As Winke describes it, Cutter died a social death:
"Despite the fact that in its day, EC was commonly regarded as superior to DDC, Cutter’s failure to provide for the continuing revision, expansion, and publication of his work essentially assured its demise. ... EC still might have been salvageable in the immediate years after Cutter’s passing had the librarians using the scheme at the time banded together and worked cooperatively at maintaining the schedules.... Instead, librarians at EC libraries seemingly did not pursue working together, but worked on their own until, in all but four cases, this became impractical and they abandoned it."What died socially, society can resurrect. And who better than LibraryThing to do it? Let's bring Cutter back to life, as a free, open-source alternative to Dewey. Libraries shouldn't PAY for their classification system, and it shouldn't be controlled by one institution.
I think that, with all the statistical work we do with LCC, Dewey, LCSH and tags, LibraryThing can make some very educated guesses at where an unclassified book might fit within Cutter, particularly once it assimilates all the current Cutter records. LibraryThing users (more than 1,000 of whom are real live librarians) will, I think, be glad to help classify books, something never before tried in cataloging. And LibraryThing can can coordinate necessary schedule expansions.
Cutter is nearly dead because the libraries using it failed to connect with each other. I propose to reverse this, to bring it back to life as the most connected system ever devised—Cutter, Reloaded.
7 Comments:
Sounds good. I've created a new group called Cutter on LibraryThing so we can workshop exactly how this would work.

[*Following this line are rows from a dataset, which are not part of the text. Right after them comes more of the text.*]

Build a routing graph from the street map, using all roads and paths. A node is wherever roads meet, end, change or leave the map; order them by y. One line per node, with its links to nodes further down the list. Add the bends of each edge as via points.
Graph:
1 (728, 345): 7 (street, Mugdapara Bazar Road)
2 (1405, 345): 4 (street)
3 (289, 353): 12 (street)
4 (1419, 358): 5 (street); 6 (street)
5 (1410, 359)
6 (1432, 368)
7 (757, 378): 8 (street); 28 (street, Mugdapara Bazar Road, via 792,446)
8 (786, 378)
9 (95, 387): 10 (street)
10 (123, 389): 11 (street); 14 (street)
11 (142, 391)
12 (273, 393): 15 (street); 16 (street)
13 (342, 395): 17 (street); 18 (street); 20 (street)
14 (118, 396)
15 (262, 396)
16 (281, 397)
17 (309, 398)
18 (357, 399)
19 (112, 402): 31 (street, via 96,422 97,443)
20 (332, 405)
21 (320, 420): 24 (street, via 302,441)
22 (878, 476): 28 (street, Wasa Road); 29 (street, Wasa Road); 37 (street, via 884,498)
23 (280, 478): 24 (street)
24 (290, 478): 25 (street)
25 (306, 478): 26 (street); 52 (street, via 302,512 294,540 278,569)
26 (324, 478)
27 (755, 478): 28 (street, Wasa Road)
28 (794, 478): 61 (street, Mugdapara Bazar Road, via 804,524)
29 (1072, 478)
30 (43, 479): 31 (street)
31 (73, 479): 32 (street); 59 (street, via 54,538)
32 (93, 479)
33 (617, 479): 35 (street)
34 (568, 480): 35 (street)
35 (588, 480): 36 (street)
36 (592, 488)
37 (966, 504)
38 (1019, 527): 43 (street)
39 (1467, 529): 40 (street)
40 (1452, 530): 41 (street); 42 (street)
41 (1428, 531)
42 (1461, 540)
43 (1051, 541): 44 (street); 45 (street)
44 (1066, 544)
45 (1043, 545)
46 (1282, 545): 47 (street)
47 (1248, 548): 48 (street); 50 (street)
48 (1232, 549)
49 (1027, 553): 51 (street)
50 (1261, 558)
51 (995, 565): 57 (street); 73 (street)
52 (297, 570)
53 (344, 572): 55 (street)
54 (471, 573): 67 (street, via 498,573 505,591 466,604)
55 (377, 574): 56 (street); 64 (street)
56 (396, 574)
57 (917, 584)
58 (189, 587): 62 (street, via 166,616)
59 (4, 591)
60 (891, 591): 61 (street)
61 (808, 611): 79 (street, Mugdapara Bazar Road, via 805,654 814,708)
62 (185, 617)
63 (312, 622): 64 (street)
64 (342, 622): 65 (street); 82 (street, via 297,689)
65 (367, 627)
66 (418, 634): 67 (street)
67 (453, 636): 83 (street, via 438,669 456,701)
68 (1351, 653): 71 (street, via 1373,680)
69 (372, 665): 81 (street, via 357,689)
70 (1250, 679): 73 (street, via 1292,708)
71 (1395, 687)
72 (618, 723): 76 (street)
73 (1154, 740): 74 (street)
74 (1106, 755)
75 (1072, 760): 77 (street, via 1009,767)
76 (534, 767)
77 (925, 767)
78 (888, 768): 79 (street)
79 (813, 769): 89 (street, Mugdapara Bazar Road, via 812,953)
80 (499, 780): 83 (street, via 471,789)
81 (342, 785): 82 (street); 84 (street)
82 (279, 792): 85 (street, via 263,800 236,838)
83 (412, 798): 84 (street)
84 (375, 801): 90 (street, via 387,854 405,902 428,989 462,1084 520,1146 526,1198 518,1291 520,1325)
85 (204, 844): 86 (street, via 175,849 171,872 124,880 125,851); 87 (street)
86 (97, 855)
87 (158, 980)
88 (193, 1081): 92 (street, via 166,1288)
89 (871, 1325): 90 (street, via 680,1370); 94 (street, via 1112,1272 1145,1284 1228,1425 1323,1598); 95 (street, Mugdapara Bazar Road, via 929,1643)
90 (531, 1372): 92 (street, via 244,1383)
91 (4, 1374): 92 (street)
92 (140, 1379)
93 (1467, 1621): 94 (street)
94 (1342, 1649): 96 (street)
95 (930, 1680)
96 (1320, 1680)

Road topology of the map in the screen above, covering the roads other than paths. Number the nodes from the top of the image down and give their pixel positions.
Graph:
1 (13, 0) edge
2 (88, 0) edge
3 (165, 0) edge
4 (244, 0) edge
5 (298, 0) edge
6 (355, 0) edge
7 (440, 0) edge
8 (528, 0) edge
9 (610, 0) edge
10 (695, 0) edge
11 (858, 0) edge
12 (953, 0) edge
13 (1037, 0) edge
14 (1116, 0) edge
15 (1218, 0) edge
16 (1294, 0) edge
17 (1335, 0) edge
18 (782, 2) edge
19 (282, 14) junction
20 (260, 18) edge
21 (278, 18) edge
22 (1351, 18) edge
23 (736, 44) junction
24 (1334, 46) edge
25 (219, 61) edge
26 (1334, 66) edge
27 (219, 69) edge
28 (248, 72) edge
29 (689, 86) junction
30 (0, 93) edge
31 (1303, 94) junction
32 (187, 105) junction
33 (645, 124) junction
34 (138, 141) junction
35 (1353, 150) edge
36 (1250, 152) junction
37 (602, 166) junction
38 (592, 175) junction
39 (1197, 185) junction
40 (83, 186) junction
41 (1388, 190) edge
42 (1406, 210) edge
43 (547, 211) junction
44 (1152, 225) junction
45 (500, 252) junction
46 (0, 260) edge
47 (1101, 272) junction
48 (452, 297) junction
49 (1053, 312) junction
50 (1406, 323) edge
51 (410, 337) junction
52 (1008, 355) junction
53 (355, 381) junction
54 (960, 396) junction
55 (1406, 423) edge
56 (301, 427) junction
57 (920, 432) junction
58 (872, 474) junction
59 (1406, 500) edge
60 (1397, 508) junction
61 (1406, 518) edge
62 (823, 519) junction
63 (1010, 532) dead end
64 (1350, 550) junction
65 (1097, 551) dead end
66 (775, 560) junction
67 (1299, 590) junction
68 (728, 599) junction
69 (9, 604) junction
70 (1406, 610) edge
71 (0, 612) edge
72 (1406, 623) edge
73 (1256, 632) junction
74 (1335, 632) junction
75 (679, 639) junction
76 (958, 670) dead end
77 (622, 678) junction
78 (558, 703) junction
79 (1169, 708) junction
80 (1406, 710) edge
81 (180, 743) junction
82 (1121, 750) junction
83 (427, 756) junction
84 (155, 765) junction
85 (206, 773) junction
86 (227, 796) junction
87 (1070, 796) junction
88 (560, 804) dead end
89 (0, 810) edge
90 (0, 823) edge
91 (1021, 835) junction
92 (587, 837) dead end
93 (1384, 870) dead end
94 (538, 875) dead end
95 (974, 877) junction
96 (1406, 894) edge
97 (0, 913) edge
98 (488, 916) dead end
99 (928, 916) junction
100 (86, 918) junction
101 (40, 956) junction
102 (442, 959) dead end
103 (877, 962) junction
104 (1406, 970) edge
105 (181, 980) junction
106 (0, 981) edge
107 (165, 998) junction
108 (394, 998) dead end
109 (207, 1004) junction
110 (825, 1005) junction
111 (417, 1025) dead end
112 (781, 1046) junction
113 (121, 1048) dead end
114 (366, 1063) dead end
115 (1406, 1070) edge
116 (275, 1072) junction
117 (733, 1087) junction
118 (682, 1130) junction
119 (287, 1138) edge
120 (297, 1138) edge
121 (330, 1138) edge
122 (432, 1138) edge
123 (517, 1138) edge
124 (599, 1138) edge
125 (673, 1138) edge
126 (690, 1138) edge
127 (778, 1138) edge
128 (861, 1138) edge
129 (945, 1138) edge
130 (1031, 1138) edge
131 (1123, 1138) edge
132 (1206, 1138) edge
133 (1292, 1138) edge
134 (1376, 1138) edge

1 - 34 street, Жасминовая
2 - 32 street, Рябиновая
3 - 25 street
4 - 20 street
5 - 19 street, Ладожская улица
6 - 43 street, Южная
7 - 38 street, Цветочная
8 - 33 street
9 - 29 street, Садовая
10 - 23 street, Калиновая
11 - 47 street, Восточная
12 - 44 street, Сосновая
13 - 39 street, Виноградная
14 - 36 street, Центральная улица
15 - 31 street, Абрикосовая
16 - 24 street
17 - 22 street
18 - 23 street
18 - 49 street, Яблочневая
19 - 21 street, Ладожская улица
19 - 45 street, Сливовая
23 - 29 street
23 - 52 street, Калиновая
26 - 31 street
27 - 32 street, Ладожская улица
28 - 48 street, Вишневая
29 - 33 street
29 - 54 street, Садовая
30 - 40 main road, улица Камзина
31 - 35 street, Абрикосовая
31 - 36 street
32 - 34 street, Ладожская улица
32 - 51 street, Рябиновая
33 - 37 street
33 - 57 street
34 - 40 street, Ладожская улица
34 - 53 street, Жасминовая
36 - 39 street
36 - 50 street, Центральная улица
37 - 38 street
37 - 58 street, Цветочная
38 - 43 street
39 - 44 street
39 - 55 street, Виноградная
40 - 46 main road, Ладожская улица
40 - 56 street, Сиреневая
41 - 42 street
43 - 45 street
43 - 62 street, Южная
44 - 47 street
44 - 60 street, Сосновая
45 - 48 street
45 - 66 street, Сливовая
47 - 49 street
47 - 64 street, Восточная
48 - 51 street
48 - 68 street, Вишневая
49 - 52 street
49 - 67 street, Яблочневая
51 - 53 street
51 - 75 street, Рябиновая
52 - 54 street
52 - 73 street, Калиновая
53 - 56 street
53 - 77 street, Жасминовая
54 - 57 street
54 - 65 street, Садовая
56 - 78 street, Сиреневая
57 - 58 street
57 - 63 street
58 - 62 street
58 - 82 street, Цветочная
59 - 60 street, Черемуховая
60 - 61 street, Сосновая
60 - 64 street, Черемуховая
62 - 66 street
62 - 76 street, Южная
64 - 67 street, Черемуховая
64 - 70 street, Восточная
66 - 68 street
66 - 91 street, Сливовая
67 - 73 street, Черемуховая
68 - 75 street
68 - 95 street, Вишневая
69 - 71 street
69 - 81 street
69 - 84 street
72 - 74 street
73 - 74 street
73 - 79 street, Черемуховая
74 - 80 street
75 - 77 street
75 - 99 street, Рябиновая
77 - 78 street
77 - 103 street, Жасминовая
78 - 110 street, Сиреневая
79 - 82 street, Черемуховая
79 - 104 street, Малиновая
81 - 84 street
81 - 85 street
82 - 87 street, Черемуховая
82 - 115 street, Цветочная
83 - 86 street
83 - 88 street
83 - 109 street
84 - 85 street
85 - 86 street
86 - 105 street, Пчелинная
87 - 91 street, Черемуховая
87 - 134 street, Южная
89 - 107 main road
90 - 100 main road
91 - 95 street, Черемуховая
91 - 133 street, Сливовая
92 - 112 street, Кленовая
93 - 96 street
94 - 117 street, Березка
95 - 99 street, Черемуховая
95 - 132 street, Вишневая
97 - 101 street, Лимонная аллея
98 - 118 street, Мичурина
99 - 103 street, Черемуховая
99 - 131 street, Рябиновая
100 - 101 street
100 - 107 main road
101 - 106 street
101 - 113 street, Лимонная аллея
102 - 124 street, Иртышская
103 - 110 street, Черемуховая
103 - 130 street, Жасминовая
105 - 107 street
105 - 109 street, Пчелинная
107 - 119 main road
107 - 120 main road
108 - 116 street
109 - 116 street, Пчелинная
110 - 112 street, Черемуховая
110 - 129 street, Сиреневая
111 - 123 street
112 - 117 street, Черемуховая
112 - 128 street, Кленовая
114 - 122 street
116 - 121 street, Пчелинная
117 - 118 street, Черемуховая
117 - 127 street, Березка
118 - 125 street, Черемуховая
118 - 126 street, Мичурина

Man, oh man, I'd love to see that NUT's cover image database become a reality! It would benefit everyone and hurt no one, I should think!
Just saw your mention of Cutter, and we just got finished digitizing
"Rules for a dictionary catalog, by Charles A. Cutter, fourth edition, rewritten"
http://digital.library.unt.edu/permalink/meta-dc-1048
I don't know if it will be helpful or useful for anyone.
hmmm. just looking over the classification system as presented at Forbes library, I think it would need some tweaking if it is to be used as an international, not just US, cataloguing system, in particular categories B, C, and D (where non-Christian and -Jewish religions are lumped together with "occult", and "Church history" -- meaning Christianity -- gets its own entire category -- obviously an artefact of the time/place it was developed); and H and J, where for some reason political science gets its own entire category while "social sciences" is lumped together with business, investment, etc.
In principle, great idea, but this particular system needs some serious tweaking.
Mark: I've got that on my shelf. But also, Google's done it! (Yours is probably much cleaned up, though.) Come post it on the reading section of the new Cutter group.
Tim
sabreader: See board for a reply. I think it's a real issue, but I'm not convinced it's a problem larger than what we lose by changing the system on a deeper level, or making a new one.
thanks Tim. I do think this is a great idea, and I don't think it would be too hard to take something like Cutter and tweak or update the classifications slightly. I'm all for open sourcing this kind of stuff.